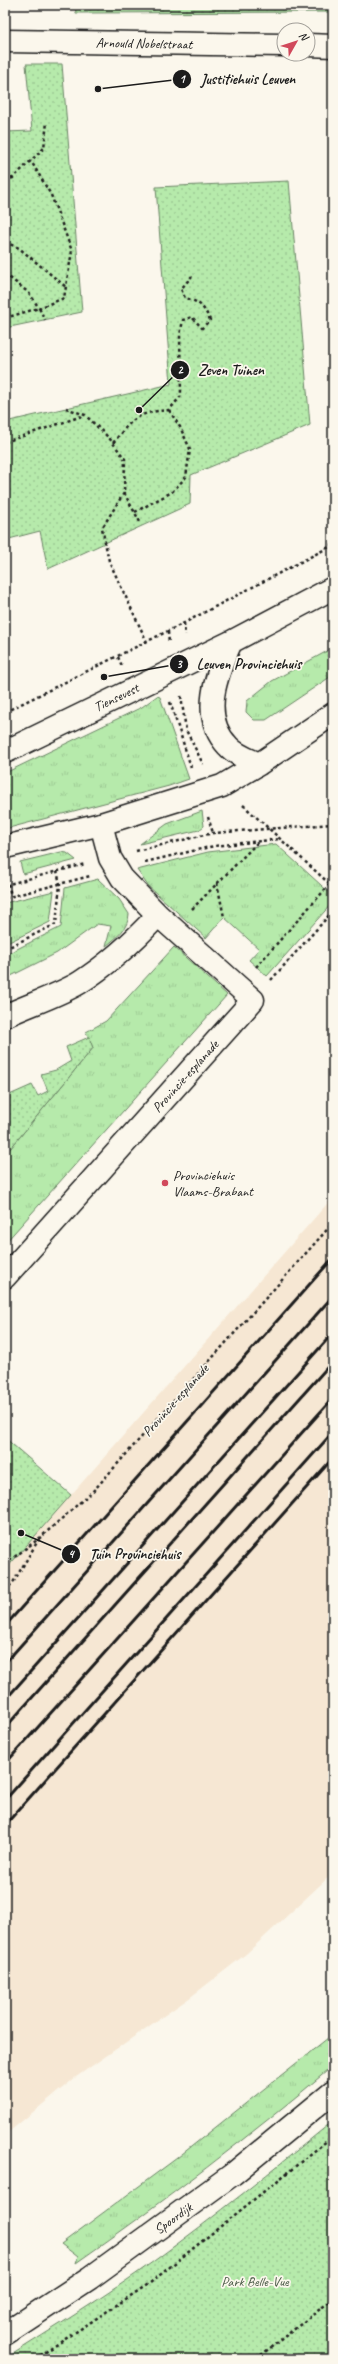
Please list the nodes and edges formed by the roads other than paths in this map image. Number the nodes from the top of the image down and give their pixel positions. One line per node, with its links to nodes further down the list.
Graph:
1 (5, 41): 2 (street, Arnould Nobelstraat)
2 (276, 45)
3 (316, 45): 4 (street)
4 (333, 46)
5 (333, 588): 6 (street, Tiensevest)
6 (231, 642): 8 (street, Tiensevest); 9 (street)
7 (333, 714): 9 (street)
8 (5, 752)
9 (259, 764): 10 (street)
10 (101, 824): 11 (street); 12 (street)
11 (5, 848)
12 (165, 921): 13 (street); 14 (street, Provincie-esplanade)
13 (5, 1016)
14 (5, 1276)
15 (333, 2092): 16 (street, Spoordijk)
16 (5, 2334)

===============

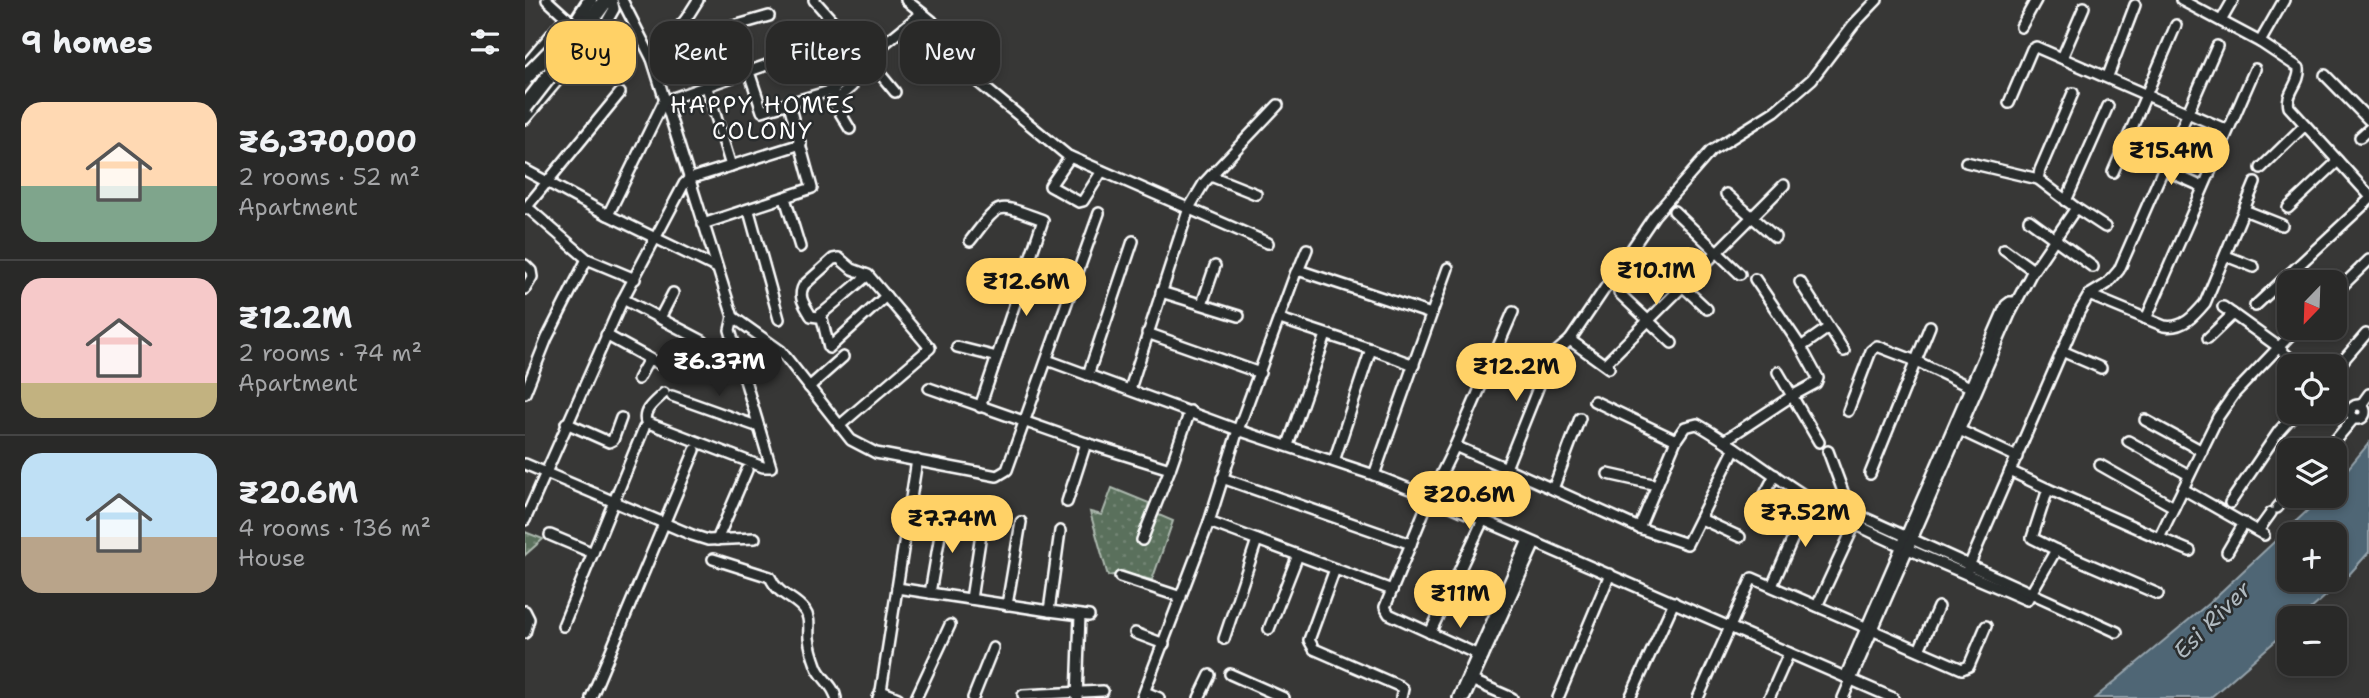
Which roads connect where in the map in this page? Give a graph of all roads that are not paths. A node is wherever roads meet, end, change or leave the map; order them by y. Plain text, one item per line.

===============

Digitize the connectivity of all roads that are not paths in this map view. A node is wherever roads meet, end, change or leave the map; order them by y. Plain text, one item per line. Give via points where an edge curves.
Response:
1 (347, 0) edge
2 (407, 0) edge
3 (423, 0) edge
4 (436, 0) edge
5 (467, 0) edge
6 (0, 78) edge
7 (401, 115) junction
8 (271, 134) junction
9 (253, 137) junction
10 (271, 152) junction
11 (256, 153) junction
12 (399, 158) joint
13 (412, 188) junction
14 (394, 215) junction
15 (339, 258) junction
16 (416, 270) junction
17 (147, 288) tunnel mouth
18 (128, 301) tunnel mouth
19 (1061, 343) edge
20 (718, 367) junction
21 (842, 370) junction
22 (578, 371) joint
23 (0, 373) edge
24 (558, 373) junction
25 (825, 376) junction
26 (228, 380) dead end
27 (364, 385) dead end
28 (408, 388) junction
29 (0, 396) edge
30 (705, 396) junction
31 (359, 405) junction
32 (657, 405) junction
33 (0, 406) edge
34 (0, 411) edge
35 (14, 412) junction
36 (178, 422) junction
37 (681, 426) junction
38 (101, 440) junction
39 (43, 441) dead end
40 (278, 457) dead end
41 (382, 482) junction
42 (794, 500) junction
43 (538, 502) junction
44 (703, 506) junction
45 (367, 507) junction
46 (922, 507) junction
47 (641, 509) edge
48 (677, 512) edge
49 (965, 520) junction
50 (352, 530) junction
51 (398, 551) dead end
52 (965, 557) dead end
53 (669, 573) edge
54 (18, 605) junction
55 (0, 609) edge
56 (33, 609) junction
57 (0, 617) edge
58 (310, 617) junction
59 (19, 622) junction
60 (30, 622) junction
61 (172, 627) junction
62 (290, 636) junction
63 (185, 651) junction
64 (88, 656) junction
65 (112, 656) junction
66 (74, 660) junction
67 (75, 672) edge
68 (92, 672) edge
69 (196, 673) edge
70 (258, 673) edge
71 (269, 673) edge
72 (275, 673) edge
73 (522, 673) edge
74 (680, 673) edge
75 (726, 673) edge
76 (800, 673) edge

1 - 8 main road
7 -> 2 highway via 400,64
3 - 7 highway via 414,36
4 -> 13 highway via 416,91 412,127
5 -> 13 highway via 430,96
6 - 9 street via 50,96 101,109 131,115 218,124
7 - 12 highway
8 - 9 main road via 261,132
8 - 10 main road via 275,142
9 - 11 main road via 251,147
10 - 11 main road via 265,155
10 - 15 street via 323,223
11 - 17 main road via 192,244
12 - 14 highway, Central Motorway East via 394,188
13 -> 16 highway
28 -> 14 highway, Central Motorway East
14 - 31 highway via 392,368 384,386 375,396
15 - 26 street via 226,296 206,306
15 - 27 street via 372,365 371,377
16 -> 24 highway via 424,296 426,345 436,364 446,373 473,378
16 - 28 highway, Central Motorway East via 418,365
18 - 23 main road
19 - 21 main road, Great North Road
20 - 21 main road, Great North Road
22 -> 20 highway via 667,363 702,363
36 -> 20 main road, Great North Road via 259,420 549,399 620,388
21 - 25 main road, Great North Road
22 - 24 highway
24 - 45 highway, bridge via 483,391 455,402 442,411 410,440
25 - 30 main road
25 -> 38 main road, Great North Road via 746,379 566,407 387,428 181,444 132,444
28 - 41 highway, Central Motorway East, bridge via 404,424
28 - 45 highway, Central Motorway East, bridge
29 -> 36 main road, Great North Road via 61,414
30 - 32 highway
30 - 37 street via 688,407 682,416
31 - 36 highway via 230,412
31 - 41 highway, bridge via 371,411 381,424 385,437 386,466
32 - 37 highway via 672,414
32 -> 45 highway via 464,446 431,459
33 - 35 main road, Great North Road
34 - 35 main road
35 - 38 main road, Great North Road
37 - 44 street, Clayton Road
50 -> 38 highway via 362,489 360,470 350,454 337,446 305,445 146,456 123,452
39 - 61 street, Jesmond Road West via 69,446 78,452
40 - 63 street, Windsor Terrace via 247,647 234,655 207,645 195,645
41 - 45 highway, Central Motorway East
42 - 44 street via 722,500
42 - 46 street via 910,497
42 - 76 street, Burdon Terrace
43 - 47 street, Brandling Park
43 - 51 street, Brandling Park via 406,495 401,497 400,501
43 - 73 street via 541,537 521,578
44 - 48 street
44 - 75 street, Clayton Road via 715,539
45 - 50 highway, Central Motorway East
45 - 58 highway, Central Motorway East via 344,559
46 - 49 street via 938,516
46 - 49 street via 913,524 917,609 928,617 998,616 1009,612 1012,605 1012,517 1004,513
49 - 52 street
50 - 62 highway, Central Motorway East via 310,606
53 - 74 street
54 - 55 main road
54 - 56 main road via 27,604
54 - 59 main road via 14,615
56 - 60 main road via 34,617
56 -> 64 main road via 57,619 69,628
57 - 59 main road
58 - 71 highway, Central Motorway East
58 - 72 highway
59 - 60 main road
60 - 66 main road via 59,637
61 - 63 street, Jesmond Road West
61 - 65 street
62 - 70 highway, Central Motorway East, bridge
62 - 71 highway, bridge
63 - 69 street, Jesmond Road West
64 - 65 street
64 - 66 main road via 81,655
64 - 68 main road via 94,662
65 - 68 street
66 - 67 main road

===============

● **Your goal**
Wherever the word "change" shows up in the material, copy the line it is on.

● **Result of the task**
Which roads connect where in the map in this page? Give a graph of all roads that are not paths. A node is wherever roads meet, end, change or leave the map; order them by y. Plain text, one item per line.
Digitize the connectivity of all roads that are not paths in this map view. A node is wherever roads meet, end, change or leave the map; order them by y. Plain text, one item per line. Give via points where an edge curves.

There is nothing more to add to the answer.